The CBD’s Global Biodiversity Framework needs to be ambitious, and it needs to be specific. The TNFD is a voluntary, market-led framework, which is a great way to begin, but over time governments and regulators will need to think about what needs to be mandatory and disclosed against those frameworks.
This issue needs traction in private and public markets, but the language can sometimes be difficult, how can we communicate this issue in a way the public can understand clearly?
If you look at biodiversity accounting, the terminology is so vague and definitions of biodiversity so generalised, it doesn’t mean anything to people. We’ve argued extinction is a very good way of communicating the urgency of the problem. Species accounting is a part of biodiversity reporting and disclosure frameworks. But we’ve suggested to use an extinction rate as a way of easily communicating what the problem is with biodiversity. With climate we have an easy target on reducing temperatures, but we don’t have the same for biodiversity. Language is important and the vagueness around nature terminology is one of the problems.

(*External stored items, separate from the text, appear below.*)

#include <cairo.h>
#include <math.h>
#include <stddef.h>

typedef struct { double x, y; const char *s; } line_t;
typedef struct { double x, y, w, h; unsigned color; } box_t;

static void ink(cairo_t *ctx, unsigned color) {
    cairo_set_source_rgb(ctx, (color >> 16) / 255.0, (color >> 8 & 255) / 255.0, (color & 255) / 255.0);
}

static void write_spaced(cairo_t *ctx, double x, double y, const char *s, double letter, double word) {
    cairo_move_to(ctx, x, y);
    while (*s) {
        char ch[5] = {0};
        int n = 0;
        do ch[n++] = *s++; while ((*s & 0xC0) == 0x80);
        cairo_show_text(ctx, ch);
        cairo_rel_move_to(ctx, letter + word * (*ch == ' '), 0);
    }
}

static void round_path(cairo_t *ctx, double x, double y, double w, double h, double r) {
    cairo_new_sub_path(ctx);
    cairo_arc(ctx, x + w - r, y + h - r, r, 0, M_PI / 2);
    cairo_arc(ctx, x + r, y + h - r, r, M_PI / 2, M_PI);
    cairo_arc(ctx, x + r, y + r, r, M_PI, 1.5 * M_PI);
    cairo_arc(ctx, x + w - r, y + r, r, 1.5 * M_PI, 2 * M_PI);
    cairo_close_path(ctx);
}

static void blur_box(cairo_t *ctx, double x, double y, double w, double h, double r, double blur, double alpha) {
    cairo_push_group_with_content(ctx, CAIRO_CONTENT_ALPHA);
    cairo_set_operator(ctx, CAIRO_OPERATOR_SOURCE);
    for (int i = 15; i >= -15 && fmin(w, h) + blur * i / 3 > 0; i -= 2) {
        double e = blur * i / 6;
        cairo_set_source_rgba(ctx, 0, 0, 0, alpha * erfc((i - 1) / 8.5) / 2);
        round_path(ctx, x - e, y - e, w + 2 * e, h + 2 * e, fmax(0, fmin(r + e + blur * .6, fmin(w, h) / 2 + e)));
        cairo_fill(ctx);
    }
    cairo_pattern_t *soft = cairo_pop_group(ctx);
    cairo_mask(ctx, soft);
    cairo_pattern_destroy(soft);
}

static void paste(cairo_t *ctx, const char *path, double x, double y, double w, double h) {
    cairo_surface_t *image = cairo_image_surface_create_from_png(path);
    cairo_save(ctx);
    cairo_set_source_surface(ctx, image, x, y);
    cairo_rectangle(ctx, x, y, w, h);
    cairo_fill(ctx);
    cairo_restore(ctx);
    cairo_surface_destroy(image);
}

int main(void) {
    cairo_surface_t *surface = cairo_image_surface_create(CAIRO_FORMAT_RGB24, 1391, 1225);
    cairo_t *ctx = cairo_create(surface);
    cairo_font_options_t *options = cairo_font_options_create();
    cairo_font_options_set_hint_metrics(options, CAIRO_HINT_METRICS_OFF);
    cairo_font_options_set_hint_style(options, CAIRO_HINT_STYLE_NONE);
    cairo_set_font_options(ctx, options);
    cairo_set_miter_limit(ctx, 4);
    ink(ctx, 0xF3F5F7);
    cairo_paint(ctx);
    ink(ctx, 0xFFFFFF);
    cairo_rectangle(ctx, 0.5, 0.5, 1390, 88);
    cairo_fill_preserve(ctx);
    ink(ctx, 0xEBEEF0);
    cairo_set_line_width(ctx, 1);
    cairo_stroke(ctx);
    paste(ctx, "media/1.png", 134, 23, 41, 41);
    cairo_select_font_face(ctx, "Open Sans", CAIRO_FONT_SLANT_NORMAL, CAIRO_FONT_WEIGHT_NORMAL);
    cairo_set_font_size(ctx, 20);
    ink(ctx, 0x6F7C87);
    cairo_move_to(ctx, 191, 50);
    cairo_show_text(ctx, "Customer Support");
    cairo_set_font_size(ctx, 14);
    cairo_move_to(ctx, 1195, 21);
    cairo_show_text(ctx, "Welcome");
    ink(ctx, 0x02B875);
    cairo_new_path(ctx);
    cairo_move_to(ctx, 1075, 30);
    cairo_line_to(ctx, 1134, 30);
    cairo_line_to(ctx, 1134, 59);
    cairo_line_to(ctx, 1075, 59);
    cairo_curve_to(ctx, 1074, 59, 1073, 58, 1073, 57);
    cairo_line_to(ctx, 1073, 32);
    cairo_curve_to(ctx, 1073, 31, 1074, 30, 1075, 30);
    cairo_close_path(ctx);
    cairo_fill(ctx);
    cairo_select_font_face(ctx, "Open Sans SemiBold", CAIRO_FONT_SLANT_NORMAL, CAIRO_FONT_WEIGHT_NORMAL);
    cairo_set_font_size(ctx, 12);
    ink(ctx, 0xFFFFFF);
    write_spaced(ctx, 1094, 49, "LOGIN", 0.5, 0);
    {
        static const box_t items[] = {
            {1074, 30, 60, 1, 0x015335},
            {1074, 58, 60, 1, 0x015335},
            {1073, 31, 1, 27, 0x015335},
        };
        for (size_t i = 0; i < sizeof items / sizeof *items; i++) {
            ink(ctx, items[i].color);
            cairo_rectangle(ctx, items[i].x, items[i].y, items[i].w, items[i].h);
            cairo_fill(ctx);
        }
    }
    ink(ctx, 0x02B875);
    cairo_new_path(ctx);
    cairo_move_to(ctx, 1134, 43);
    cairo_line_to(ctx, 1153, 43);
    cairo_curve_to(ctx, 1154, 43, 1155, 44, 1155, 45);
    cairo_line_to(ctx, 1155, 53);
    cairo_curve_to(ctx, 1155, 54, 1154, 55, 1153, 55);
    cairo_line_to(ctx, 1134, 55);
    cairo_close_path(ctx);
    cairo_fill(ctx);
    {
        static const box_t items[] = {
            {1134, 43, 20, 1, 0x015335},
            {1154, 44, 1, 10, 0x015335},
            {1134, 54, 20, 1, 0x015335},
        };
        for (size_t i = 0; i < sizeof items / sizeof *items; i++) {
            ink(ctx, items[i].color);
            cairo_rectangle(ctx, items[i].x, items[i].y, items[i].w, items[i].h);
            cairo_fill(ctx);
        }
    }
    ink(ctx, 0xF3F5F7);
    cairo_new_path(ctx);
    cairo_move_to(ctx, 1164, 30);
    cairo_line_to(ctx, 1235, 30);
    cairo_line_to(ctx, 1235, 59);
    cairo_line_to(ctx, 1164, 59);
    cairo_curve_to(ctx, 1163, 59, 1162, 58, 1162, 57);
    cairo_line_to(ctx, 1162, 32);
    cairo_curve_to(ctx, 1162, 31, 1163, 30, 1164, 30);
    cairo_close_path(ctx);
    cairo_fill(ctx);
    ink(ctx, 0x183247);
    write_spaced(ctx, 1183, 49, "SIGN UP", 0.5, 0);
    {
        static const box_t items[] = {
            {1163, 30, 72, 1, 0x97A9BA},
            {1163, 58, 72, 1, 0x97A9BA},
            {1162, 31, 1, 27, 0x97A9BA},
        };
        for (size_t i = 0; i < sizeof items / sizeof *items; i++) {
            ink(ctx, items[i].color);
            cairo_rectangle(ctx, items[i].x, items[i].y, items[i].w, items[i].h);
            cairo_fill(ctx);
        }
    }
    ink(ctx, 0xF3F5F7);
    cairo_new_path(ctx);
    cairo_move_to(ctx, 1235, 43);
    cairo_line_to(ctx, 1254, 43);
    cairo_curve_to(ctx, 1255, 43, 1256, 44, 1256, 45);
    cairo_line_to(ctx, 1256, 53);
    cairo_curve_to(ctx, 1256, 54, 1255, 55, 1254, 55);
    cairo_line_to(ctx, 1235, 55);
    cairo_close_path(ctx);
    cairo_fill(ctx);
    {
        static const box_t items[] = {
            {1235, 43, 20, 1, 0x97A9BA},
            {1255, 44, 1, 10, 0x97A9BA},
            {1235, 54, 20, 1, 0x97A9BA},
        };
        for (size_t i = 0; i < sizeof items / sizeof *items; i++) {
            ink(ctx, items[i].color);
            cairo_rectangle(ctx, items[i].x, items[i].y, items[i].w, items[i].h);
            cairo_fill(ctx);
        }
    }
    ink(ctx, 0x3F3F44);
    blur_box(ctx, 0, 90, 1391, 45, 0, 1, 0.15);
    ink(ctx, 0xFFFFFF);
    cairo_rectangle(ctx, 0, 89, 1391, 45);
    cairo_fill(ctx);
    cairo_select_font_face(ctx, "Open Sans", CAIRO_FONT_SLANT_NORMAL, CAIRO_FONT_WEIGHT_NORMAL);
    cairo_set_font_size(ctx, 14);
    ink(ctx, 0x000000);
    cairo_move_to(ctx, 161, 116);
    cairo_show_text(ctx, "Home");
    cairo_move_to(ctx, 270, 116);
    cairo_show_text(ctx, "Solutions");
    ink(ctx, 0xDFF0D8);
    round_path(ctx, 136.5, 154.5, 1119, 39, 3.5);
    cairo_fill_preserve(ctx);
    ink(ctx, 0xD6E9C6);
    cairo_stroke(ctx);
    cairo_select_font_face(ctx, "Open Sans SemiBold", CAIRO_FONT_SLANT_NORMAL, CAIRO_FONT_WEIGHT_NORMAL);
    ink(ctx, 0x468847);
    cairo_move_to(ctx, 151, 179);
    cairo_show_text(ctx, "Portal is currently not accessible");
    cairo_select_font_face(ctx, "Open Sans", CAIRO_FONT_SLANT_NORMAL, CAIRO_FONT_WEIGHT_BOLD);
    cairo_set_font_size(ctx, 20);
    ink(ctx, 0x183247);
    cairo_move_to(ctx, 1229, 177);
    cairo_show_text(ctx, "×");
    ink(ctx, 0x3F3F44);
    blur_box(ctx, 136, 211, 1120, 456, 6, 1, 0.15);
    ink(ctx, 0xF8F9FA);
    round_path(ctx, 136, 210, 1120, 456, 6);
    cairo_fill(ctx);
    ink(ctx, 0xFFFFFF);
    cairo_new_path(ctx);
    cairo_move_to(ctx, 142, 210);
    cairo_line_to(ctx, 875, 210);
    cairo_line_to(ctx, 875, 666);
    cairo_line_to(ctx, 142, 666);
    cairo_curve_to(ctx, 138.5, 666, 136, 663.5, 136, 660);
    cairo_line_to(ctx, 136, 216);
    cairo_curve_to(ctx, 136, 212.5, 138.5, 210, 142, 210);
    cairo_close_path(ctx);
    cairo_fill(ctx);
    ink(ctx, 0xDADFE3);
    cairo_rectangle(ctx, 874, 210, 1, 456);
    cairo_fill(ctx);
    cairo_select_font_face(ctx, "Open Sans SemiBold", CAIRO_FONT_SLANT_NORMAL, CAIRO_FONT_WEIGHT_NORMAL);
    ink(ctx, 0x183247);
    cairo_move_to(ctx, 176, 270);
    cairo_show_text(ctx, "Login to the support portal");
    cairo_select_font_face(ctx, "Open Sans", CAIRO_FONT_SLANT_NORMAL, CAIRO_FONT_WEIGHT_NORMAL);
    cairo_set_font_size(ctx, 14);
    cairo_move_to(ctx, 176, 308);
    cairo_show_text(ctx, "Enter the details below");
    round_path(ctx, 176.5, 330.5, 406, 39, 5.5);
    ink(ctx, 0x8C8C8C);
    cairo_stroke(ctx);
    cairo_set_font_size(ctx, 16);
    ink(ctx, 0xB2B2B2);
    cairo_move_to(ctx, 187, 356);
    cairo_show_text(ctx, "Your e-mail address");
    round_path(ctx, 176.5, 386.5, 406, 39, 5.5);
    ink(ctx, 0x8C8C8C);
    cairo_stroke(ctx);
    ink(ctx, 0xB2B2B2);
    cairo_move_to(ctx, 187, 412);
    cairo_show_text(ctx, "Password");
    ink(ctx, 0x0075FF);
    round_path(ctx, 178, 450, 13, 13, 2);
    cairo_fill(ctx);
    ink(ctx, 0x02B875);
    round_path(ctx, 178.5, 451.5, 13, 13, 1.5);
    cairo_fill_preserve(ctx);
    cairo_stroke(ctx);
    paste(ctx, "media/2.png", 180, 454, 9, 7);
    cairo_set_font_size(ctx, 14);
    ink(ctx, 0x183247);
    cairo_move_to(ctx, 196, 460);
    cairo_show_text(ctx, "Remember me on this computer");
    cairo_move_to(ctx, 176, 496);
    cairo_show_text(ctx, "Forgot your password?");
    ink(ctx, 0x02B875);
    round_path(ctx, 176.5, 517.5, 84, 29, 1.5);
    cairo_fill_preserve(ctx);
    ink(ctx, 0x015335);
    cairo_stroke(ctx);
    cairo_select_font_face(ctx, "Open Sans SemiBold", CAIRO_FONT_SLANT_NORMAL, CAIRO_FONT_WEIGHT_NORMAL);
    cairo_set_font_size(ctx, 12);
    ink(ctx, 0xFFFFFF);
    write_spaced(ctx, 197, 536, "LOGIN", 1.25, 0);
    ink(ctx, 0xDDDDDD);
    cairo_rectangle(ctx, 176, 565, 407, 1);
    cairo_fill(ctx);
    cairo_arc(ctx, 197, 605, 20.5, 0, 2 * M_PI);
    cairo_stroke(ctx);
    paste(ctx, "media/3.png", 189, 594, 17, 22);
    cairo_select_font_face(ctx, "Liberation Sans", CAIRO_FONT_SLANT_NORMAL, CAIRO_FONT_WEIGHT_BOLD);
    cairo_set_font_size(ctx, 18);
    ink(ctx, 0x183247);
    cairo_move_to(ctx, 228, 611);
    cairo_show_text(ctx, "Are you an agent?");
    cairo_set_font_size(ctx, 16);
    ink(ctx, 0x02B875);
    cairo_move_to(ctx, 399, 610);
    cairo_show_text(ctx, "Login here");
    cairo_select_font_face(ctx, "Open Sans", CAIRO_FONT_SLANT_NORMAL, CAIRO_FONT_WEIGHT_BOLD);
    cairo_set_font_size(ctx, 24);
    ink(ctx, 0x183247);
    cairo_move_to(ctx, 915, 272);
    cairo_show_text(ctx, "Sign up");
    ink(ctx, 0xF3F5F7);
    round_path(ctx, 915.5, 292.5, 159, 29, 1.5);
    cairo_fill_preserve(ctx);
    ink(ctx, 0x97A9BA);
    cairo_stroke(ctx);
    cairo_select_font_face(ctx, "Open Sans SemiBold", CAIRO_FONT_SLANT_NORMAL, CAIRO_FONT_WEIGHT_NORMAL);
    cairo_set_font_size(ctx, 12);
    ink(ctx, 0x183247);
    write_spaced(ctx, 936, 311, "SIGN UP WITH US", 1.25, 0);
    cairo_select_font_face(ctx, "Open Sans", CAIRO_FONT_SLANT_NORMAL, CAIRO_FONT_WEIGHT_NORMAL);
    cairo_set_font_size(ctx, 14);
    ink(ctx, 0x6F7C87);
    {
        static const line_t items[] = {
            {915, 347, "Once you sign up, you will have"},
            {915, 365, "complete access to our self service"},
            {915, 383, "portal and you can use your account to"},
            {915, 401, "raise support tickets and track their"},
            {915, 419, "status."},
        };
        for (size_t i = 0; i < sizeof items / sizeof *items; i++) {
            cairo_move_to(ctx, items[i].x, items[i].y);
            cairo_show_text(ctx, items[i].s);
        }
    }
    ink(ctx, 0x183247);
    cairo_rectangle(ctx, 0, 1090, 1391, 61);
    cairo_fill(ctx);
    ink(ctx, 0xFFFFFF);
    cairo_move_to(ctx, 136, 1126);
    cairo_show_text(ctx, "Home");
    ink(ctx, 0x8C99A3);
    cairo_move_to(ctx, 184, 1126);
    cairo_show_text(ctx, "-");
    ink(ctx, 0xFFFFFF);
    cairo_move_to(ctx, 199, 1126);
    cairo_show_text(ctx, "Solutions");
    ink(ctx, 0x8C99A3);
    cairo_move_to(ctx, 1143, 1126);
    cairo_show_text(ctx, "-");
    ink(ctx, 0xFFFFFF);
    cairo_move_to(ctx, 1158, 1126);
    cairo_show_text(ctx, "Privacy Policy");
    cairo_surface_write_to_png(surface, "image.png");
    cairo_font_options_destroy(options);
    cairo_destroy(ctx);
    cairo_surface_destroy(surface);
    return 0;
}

The language of financial risk is very familiar in western spheres where we’re occupied with measuring, evidence bases, and data. We must be aware this data focus is inherently quite alienating to other cultures, especially indigenous cultures who view the value of nature in more intrinsic terms. Even in the global north there are a lot of people who don’t speak the language of financial risk. So, we need to wary of the limitations of the financial risk narrative and not lose sight of the fact that what we’re talking about is ensuring that finance funds good activities and stops funding harmful activities. That’s the crux of the problem and the financial risk narrative is a very useful way to raise awareness amongst western actors, but its not the only story we need to tell.
We need multilingualism in this because, if we’re have any hope of getting the financial markets to turn, it needs to become unfortunately a very financialised language. Currently nature is spoken about mostly in its conservation sense and this doesn’t relate to financial markets. So, on the one hand you have to bring this very financialised perspective of nature, of our dependencies on it, and on the other hand, we need to bring the rest of society with us to whom this is a very foreign way of addressing things. So, there is a there is a call to be more multilingual in our approaches and speaking certain languages with certain audiences to get them into the conversation.
How do you make sure that the financial flows go to the places where globally there is the most benefit?
The issue is the financial flows are already there causing the damage, rather than a lack of positive financial flow. So, its things like TNFD which needs to be global frameworks that allows us to manage these existing financial flows. There’s indigenous people and local communities and their valued spaces, and the reason these things are being lost is because of encroachment from large financial projects into those places. So, the finance is already there, it’s about managing it appropriately rather than trying to find new flows of finance.